Workflow: Split -> Classify -> Extract

Overview

A common paradigm for document splitting is a process where you first split a document, get a bunch of sub-documents from it, and want to understand each sub-document with its own schema.

This guide assumes:

  1. You've already configured a Class for every sub-document you want to extract. You can read Configuring Classes to see how to define classes.
  2. You already have a Schema for each sub-document you're interested in standardizing. See Quick Start (5 minutes) on how to make a Schema.

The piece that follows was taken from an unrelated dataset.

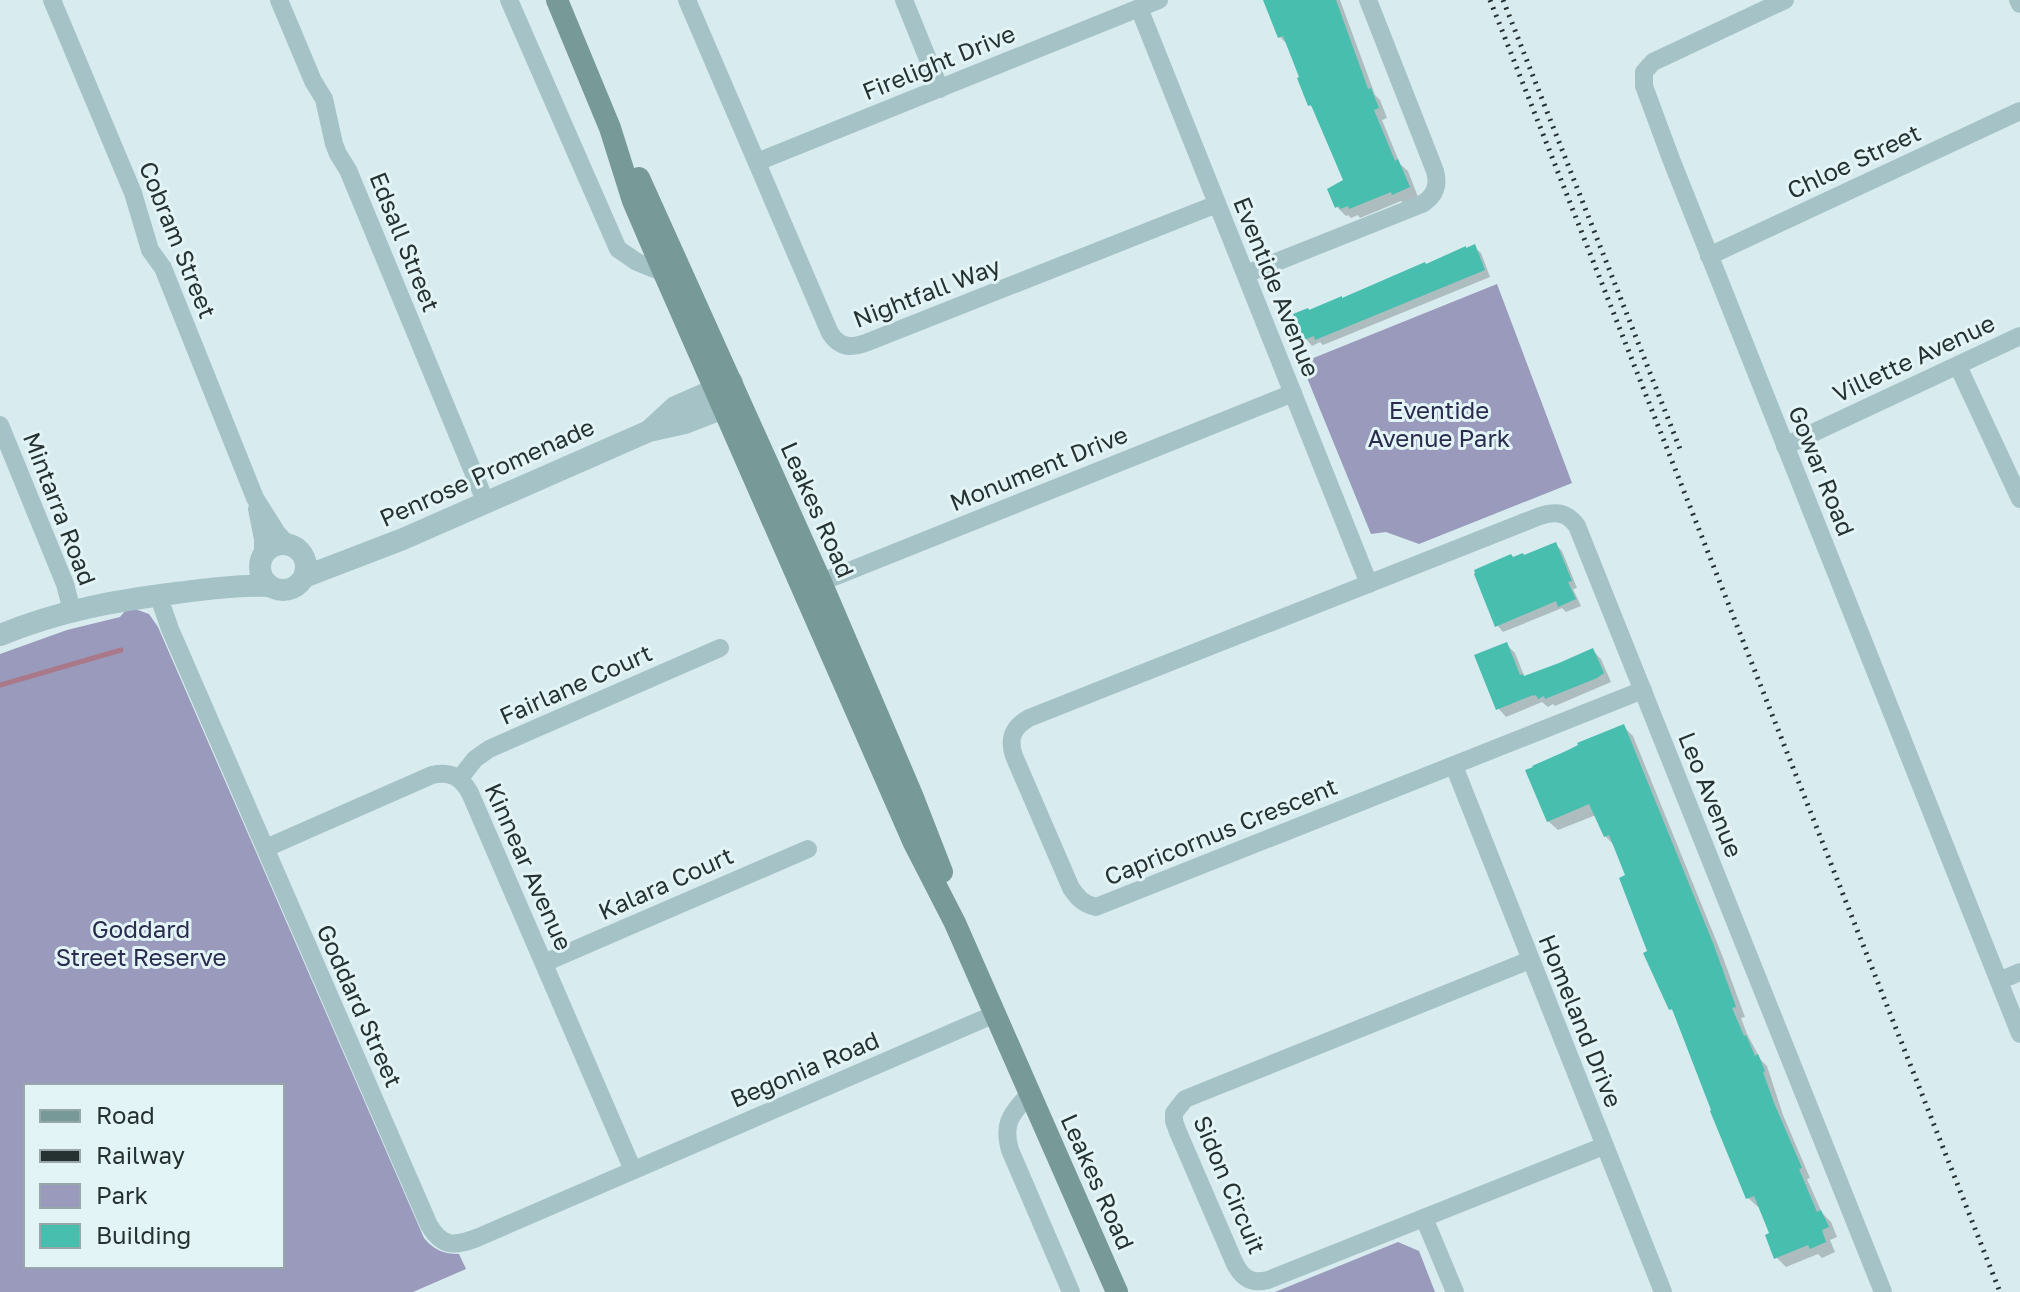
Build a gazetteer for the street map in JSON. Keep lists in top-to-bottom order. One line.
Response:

Example - Rent Lease Extraction

In the Previous Page we've broken up a lease into sub-components and found we can get lease terms separate from lease addendums. Browsing through the addendum, we see there's stuff in there like pet policies, and various restrictions on the apartment use. Let's quickly create a schema for it. We've gone ahead and made a schema for Addendums that looks like this:

And another schema for the lease terms, which looks like this:

Now we want to run this entire contract through a Workflow that orchestrates splitting the document, finding only the addendum and lease agreement, and normalizing each with the corresponding schema.

Building a Workflow

Go to the Workflows tab

Hit +Workflow and select the Parsing -> Split -> Classify -> Standardize workflow type. Select how you want classes to map into schemas (e.g. the rental Lease class goes to Rent Schema V2, and the lease addendums go to Addendum Schema)

💡

Notice that you can in principle map multiple classes to the same schema (for example: you can take both a doctor's note and a lab report, and extract only the patient name and insurance carrier with the same schema).

Using your Workflow

Now you can upload a new document straight into the workflow. Click on the green Apply button

This will let you upload a new document directly into the workflow. If you're a developer, you can also upload a document into a workflow using our API by calling Submit a Document for Processing with {workflowId: yourWorkflowId}

Monitor Progress

  1. Track progress for each workflow run from the Jobs tab.
  2. You will see an Upload job, followed by a Split job. When that's done you will see multiple documents populate in the Documents tab, at which point you will see a new Classify job for every sub-document, and finally a Standardize job for each matching document type. When the workflow completes, new entries appear in the Standardization tab - one for each sub-document whose class you're mapping to a schema.
  3. If you need downstream systems to react automatically, subscribe to the standardization.processing.success webhook event. Learn more in the Webhooks Guide. Hint: When you upload a document programmatically, it's often a good idea to set metadata, for example {"metadata": {"uid": "your-input-document-uid"}. This way when your standardization event fires, you know what input document it relates to.